The Government has been urged not to reduce Universal Credit support for young care leavers under the age of 22, after Ministers confirmed that “no decisions have been made” on the issue.
The warning came from the Chair of the Education Committee following the Department for Education’s (DfE) response to the Committee’s recent cross-party report on children’s social care. The Committee had recommended that care leavers be excluded from any proposed reduction in Universal Credit for under-22s.
In its response, published on 17 October, the DfE said it will “consider consultation feedback before implementing any changes,” and added that savings from the health element of Universal Credit for under-22s would be redirected to fund the Government’s new Youth Guarantee scheme.
The Government also addressed a key recommendation concerning profit caps on private companies providing children’s services. It said the Secretary of State “will need to be in a position to assess the levels of profits being made by providers” before deciding whether a cap is necessary, committing to consult the Committee as part of the process.
The DfE agreed with the Committee’s proposal to explore co-located mental health services between local authorities’ social care teams and NHS Child and Adolescent Mental Health Services, suggesting pilot schemes could follow after assessing the outcomes of its South-East Regional Care Co-operative model.
While the Committee called for a ‘national fostering strategy’, the DfE instead highlighted £15 million in additional support for foster carers in 2025–26 and said it may consider a national foster care register based on future cost-benefit evaluations.
However, the Government declined to match the financial support given to foster carers for kinship carers, though it confirmed a pilot Kinship Allowance from autumn 2025, designed to support up to 5,000 children across various local authorities.

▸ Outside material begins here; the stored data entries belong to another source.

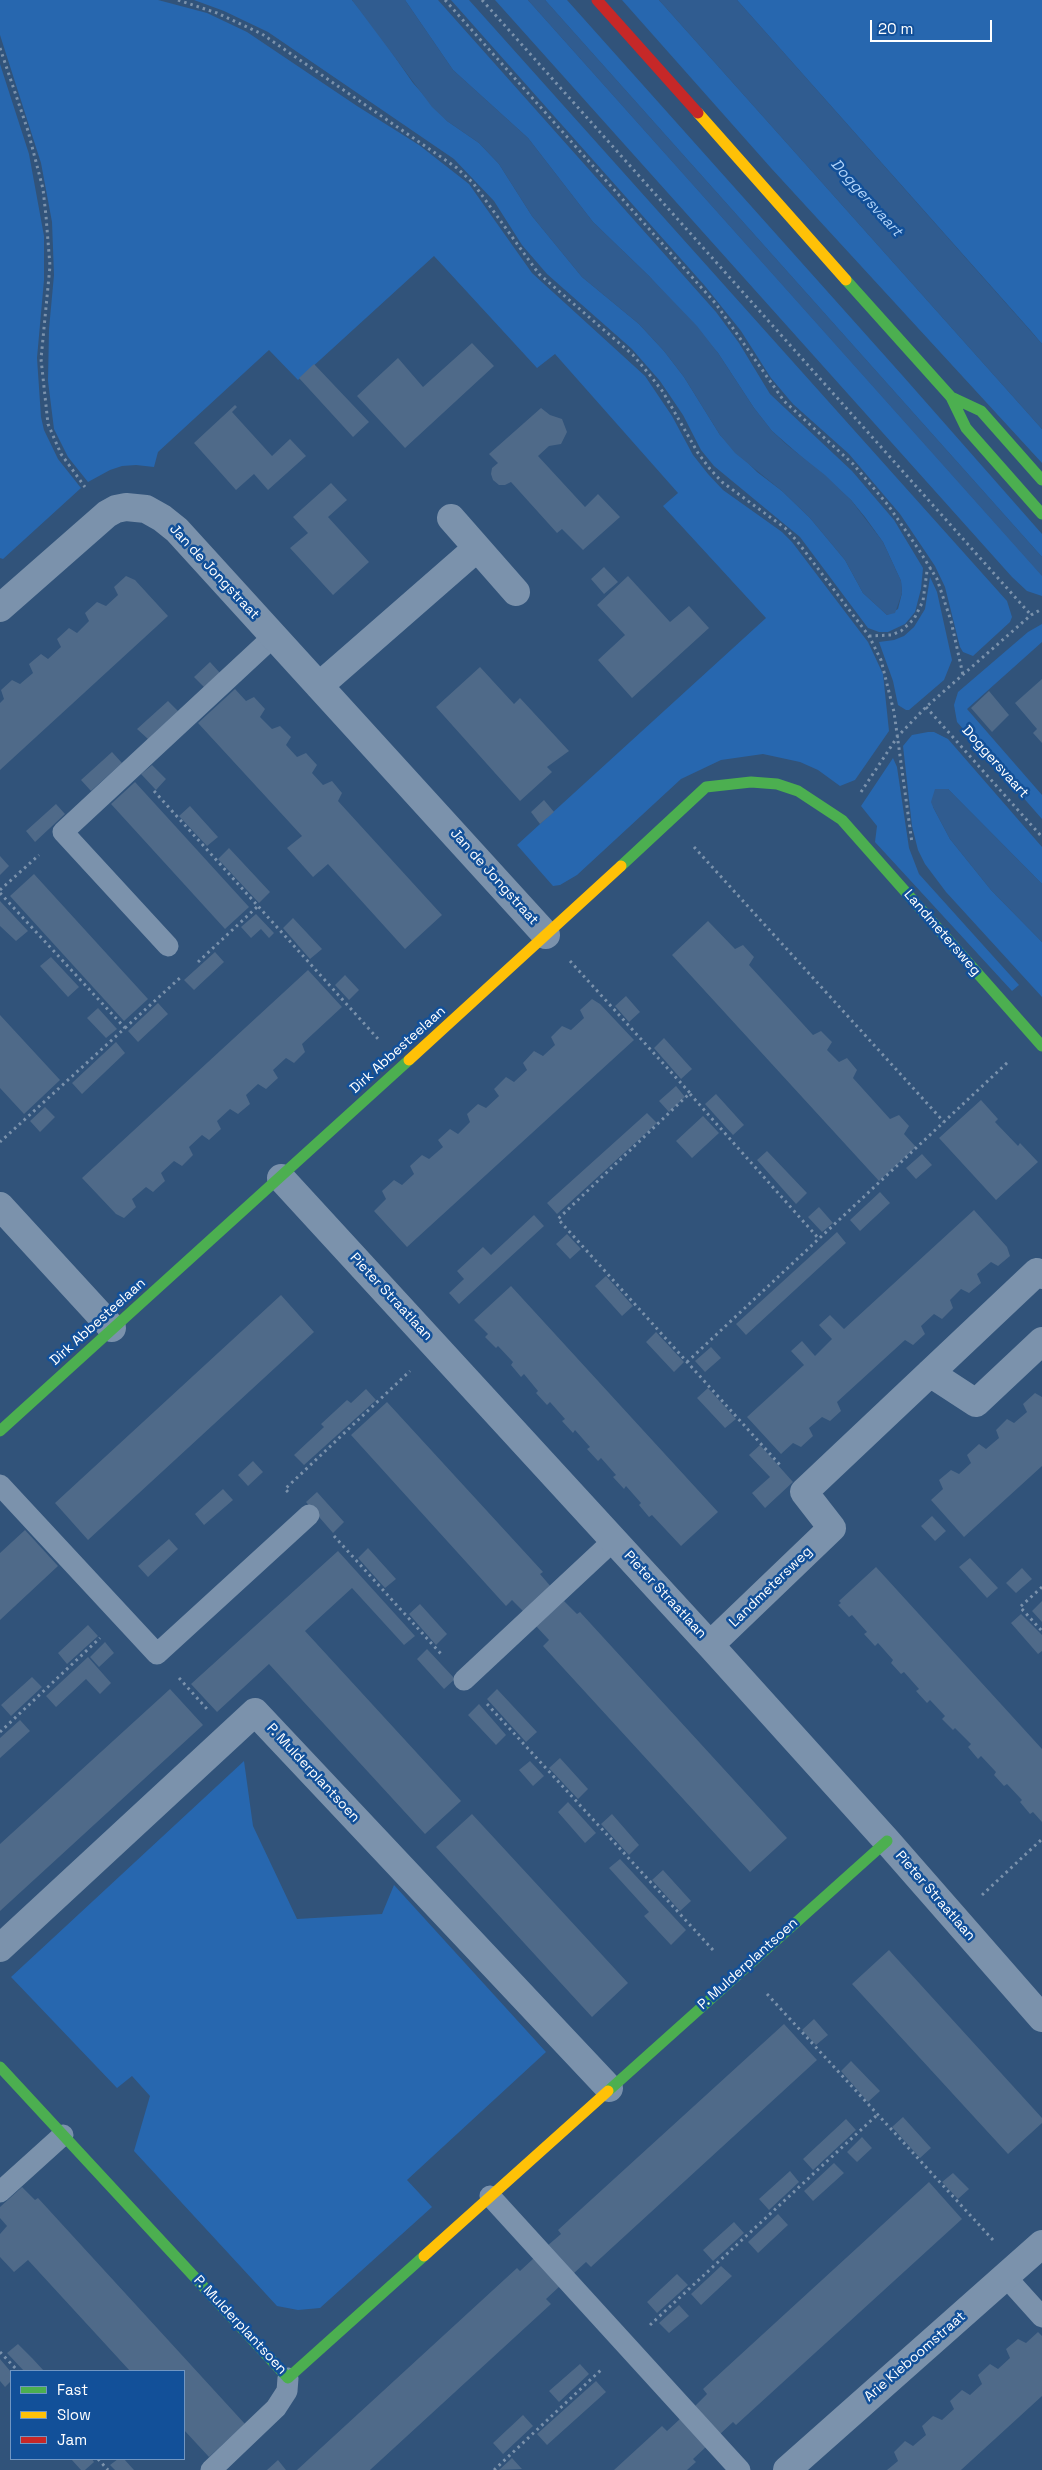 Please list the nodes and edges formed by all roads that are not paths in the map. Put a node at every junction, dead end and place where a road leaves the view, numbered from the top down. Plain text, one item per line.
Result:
1 (597, 0) edge
2 (951, 397) junction
3 (1042, 480) edge
4 (1042, 514) edge
5 (451, 518) dead end
6 (477, 548) junction
7 (516, 592) dead end
8 (2, 602) edge
9 (274, 636) junction
10 (319, 686) junction
11 (842, 820) joint
12 (546, 935) junction
13 (168, 946) dead end
14 (1038, 1042) edge
15 (281, 1178) junction
16 (0, 1206) edge
17 (1042, 1275) edge
18 (112, 1328) junction
19 (1042, 1341) edge
20 (930, 1373) junction
21 (0, 1431) edge
22 (0, 1485) edge
23 (309, 1514) road end
24 (614, 1540) junction
25 (710, 1645) junction
26 (464, 1680) road end
27 (887, 1841) junction
28 (0, 1948) edge
29 (1042, 2018) edge
30 (0, 2067) edge
31 (609, 2088) junction
32 (63, 2135) junction
33 (0, 2192) edge
34 (490, 2196) junction
35 (1042, 2244) edge
36 (1012, 2272) junction
37 (1042, 2317) edge
38 (288, 2378) junction
39 (211, 2470) edge
40 (740, 2470) edge
41 (787, 2470) edge

1 - 2 street
2 - 3 street
2 - 4 street
5 - 6 street
6 - 7 street
6 - 10 street
8 - 9 street, Jan de Jongstraat
9 - 10 street, Jan de Jongstraat
9 - 13 lane
10 - 12 street, Jan de Jongstraat
11 - 12 street, Dirk Abbesteelaan
11 - 14 street, Landmetersweg
12 - 15 street, Dirk Abbesteelaan
15 - 18 street, Dirk Abbesteelaan
15 - 24 street, Pieter Straatlaan
16 - 18 street
17 - 20 street
18 - 21 street, Dirk Abbesteelaan
19 - 20 street
20 - 25 street, Landmetersweg
22 - 23 lane
24 - 25 street, Pieter Straatlaan
24 - 26 lane
25 - 27 street, Pieter Straatlaan
27 - 29 street, Pieter Straatlaan
27 - 31 street, P. Mulderplantsoen
28 - 31 street, P. Mulderplantsoen
30 - 32 street, P. Mulderplantsoen
31 - 34 street, P. Mulderplantsoen
32 - 33 lane
32 - 38 street, P. Mulderplantsoen
34 - 38 street, P. Mulderplantsoen
34 - 40 lane
35 - 36 street, Arie Kieboomstraat
36 - 37 lane
36 - 41 street, Arie Kieboomstraat
38 - 39 lane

In response to other recommendations, the Government confirmed that young people would be consulted as part of the ongoing Timms Review into potential reforms to Personal Independence Payments (PIP). But it rejected several proposals, including a National Care Offer, a national workforce strategy, and a national sufficiency strategy to ensure adequate placements for children in care.
Education Committee Chair Helen Hayes MP said the Government must prioritise supporting care leavers, warning that “any cut in the financial support they get would be unthinkable.” She added that Ministers should “offer a cast-iron guarantee” that care leavers under 22 will not see their Universal Credit reduced.
Hayes also welcomed the Government’s commitment to consulting young people in the Timms Review and said the Committee looked forward to working with Ministers if a profit cap on private providers is explored. “Whilst there are some positive actions discussed in this response, my colleagues and I will keep pushing the Government for bigger ideas that will move the dial and help revive the children’s social care sector after its long struggle with stagnant funding and rising levels of need,” she added.